[Dataset entries]
··········
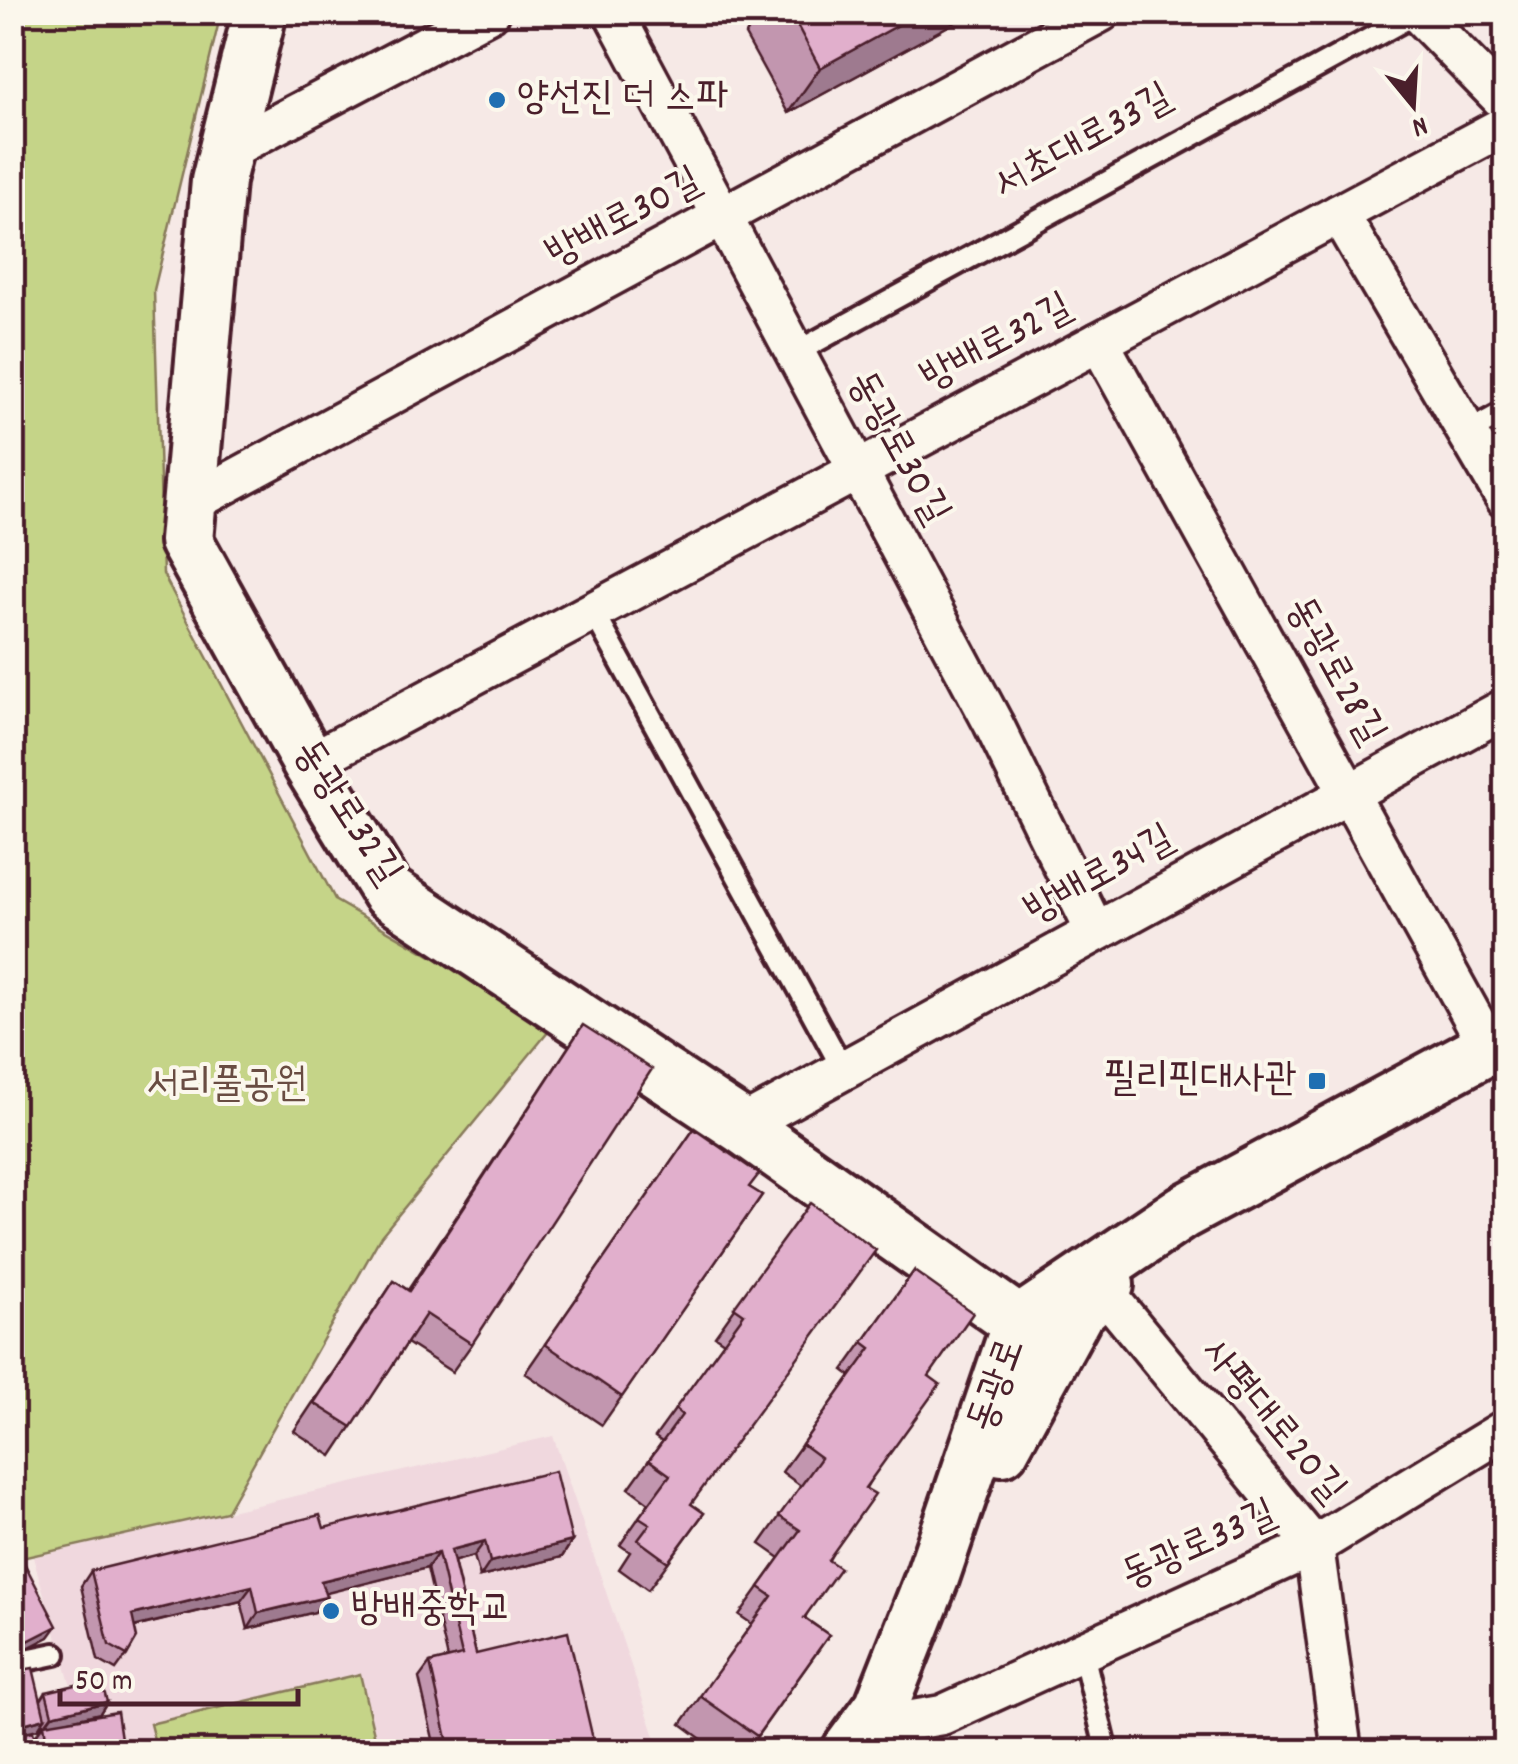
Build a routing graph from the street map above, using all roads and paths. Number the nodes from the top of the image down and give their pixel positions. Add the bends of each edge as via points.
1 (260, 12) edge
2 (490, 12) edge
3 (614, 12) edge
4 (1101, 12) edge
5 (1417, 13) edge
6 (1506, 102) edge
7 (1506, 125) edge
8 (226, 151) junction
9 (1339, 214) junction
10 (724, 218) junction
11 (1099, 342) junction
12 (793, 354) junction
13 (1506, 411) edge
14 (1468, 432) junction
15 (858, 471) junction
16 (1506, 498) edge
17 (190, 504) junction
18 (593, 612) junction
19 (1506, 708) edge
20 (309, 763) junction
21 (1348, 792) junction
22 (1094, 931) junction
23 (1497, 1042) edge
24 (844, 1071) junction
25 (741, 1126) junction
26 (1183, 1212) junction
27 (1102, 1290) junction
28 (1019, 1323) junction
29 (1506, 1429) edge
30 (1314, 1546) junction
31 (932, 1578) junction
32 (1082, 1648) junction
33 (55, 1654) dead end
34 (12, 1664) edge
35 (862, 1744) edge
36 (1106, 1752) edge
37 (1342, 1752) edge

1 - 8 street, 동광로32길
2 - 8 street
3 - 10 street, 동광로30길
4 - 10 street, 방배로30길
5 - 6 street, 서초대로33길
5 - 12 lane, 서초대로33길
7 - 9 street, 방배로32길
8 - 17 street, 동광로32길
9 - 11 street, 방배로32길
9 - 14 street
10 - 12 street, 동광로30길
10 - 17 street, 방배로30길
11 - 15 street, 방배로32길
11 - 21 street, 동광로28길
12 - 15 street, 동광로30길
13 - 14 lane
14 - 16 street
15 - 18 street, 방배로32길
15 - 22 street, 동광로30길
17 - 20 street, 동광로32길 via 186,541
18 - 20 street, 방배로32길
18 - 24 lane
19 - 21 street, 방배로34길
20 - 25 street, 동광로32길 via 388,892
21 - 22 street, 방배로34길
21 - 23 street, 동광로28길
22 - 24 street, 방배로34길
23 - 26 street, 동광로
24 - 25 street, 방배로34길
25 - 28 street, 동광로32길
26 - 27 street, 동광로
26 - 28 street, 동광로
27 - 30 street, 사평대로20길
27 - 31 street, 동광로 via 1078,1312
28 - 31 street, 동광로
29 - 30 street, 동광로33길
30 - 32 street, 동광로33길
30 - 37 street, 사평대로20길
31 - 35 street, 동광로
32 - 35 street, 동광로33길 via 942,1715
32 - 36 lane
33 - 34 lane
··········
Only lines holding the word "lane" are wanted, so copy each of them from the records above.

* **Exercise answer**
5 - 12 lane, 서초대로33길
13 - 14 lane
18 - 24 lane
32 - 36 lane
33 - 34 lane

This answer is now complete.